Disable macros in the Office 2016 Trust Center (Image Credit: Russell Smith)
Disable Macros in the Office 2016 Trust Center (Image Credit: Russell Smith)

Use Group Policy to configure the Trust Center. Users should not be allowed to add trusted locations and macro security should be set to Disable all macros without notification.  This setting means that users will not be presented with the option to enable active content even if they choose to turn off Protected View or somehow bypass it. If you want to truly disable macros, you must ensure that users cannot add trusted locations in the Trust Center or copy documents to any trusted locations that they have access to.

If you decide to stop short of disabling macros, you can tighten up the default Trust Center settings in a couple of ways. For example, you can block unsigned code or add trusted locations. Office 2016 also includes a Group Policy setting called Block macros from running in Office files from the Internet. This automatically blocks macros in documents downloaded from the Internet even if the Trust Center is set to Enable all macros.

Trusted Locations

Files in trusted locations open with full access to Office, regardless of whatever other restrictions you have in place. Documents opened from trusted locations are always trusted, so even if you disable macros in the Trust Center, including Disable all macros except digitally signed macros, active content will always run in documents opened from trusted locations.

If you have users that do need to work with macros, you can carefully manage one or more trusted network locations that are restricted to a limited set of documents, users, and permissions. Trusted locations can be set in the Trust Center. Trust Center trusted locations can also be defined using Group Policy and administrators can block users from defining their own trusted locations.

Signing VBA Code

Another option is to require that code embedded in Office documents is digitally signed. This method can work for documents produced in-house but getting business partners to sign code is not such an easy task. One way around this is to sign the code yourself in documents from business partners using a code-signing certificate issued by your own public key infrastructure (PKI) certification authority (CA). That way, you can avoid signing somebody else’s code using a certificate issued by a public root CA, which would be trusted by devices outside your organization. However, this not a recommended approach.

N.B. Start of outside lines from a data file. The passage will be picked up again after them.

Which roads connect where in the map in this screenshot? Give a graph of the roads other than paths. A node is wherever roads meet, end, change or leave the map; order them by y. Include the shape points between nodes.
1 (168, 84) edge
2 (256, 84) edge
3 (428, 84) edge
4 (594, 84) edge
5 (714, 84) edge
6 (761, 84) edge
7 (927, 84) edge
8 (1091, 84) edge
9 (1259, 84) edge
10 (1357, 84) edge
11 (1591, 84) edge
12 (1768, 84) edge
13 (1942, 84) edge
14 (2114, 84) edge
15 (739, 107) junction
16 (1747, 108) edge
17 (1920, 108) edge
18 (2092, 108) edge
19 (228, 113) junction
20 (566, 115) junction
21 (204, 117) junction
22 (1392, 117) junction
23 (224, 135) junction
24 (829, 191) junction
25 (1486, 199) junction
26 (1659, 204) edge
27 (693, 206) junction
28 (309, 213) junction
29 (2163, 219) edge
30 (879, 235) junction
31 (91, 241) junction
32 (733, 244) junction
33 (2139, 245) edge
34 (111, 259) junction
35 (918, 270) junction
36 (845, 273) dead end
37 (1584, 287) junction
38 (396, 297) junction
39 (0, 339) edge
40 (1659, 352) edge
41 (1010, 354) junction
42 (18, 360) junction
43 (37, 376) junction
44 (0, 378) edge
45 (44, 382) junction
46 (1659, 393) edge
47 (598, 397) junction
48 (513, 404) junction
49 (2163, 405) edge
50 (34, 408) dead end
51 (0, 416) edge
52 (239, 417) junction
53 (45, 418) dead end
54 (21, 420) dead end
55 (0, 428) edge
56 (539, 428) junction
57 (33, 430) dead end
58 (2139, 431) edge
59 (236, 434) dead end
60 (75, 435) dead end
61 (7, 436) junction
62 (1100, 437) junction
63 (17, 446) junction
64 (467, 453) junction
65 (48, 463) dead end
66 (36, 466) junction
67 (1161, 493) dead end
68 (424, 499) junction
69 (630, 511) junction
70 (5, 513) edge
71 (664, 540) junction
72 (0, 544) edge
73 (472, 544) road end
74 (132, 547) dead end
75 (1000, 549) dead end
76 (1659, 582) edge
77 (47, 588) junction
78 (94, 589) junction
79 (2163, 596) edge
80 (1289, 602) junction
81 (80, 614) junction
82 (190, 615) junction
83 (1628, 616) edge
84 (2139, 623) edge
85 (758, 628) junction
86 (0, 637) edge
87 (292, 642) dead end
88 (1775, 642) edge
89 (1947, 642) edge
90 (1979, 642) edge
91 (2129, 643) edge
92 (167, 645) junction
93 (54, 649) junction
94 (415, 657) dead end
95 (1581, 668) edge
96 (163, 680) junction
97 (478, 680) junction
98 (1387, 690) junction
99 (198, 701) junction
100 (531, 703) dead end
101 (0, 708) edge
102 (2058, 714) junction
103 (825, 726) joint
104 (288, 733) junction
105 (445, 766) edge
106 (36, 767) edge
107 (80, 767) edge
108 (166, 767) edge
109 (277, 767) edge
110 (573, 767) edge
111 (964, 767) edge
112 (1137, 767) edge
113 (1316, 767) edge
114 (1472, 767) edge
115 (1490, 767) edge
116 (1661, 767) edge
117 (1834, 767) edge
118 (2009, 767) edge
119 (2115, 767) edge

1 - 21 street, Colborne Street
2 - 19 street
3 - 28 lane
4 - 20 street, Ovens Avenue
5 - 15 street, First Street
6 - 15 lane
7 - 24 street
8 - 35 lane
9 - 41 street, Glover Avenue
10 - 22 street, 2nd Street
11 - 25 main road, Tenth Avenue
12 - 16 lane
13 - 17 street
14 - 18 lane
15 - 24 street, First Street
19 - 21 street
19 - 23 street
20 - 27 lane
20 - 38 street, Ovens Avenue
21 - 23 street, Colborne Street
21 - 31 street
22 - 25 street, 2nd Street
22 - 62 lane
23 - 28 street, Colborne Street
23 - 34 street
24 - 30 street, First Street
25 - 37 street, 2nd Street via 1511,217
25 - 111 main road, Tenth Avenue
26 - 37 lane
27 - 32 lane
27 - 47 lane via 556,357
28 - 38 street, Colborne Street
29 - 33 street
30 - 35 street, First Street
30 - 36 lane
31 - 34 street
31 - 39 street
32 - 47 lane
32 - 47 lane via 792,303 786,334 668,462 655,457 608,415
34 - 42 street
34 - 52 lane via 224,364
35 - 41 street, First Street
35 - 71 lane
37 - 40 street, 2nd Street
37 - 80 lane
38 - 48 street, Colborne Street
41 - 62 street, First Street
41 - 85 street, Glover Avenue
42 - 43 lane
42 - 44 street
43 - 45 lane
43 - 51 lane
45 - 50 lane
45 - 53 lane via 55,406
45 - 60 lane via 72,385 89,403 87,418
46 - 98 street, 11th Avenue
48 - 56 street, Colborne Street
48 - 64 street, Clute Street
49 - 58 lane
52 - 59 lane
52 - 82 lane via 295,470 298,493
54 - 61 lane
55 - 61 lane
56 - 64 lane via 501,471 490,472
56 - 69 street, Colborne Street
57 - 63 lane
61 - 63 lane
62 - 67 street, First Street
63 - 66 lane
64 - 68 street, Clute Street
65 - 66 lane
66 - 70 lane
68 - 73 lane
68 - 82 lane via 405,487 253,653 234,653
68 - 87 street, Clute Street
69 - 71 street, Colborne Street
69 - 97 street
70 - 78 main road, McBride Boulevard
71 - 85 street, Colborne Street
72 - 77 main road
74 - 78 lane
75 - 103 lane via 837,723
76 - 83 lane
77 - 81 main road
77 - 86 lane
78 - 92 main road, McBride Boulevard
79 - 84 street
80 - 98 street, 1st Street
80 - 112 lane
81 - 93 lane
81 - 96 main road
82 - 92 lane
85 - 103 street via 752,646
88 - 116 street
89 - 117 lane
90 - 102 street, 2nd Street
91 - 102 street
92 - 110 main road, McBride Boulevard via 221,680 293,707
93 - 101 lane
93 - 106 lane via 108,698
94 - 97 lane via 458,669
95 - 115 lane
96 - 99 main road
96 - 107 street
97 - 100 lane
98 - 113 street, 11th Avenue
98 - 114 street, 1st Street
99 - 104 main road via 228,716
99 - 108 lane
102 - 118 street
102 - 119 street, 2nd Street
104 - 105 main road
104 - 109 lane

Office macro blocked due to invalid digital signature (Image Credit: Russell Smith)
Office Macro Blocked Due to Invalid Digital Signature (Image Credit: Russell Smith)


Disabling all macros except those that are digitally signed is not a security panacea. Far from it. Users can self-sign code in Office documents. Office 2016 only trusts self-signed certificates created by the logged in user on the device where the certificate was generated or where the certificate was added to the Trusted Root Certification Authorities folder in the Certificates-Current User store. You should consider the possibility that users might be persuaded to self-sign documents that they receive containing malicious VBA code through social engineering. It is not hard. Users may also try to import a self-signed certificate so that the malicious code becomes trusted by Office.

Block Binary and Open XML Macro File Formats

Open XML file formats, like .docx and .pptx, were introduced in Office 2007 to replace legacy binary file formats like .doc. One advantage of Open XML is better detection of malicious code because the document can be parsed more easily by antimalware software. When antimalware software scans Office documents, it is less accurate at detecting malicious payloads in binary file formats. Users cannot add VBA code to standard Open XML Office documents and must save documents using a file extension ending in ‘m’, such as .docm and .pptm if they contain VBA code.

The Trust Center is set by default to open Office 95, 6.0, and 2 documents in Protected View but does not allow editing. File Block can be set in Group Policy to enable this behavior for other file formats, so you might consider adding later Office versions of binary formats to the list.

With power comes responsibility. Microsoft Office is a powerful suite of tools that can drive your business to success. But like many technologies, there are drawbacks if you do not properly manage the risks.